Information shown
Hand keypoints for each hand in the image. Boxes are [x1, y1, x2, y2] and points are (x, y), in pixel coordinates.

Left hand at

==

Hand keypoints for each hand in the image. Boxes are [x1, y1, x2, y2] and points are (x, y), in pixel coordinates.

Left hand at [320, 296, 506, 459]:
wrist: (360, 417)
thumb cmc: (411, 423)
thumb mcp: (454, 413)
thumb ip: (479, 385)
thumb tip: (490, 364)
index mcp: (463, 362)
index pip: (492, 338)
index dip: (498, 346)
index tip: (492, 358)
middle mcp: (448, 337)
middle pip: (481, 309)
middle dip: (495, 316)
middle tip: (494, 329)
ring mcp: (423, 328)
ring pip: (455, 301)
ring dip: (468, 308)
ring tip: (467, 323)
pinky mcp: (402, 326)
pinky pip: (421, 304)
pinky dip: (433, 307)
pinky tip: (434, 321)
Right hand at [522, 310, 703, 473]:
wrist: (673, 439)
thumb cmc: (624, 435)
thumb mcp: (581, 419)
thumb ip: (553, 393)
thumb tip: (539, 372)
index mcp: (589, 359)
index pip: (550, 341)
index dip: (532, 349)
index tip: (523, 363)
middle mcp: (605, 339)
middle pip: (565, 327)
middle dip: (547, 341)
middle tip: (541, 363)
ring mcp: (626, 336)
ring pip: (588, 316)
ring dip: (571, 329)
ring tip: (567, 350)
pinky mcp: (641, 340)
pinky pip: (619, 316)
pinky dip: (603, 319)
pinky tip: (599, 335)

What to work on
Please make an exact copy of the lines above from the line with "middle tip: (494, 329)" through the line with "pinky tip: (599, 335)", both ends included.

Exercise response
middle tip: (494, 329)
ring mcp: (423, 328)
ring pip: (455, 301)
ring dip: (468, 308)
ring tip: (467, 323)
pinky mcp: (402, 326)
pinky pip: (421, 304)
pinky dip: (433, 307)
pinky tip: (434, 321)
Right hand at [522, 310, 703, 473]:
wrist: (673, 439)
thumb cmc: (624, 435)
thumb mcp: (581, 419)
thumb ip: (553, 393)
thumb tip: (539, 372)
index mcp: (589, 359)
index pip: (550, 341)
index dip: (532, 349)
index tip: (523, 363)
middle mcp: (605, 339)
middle pip: (565, 327)
middle dip: (547, 341)
middle tip: (541, 363)
ring mcp: (626, 336)
ring pip: (588, 316)
ring dip: (571, 329)
ring tip: (567, 350)
pinky mcp: (641, 340)
pinky pip: (619, 316)
pinky dip: (603, 319)
pinky tip: (599, 335)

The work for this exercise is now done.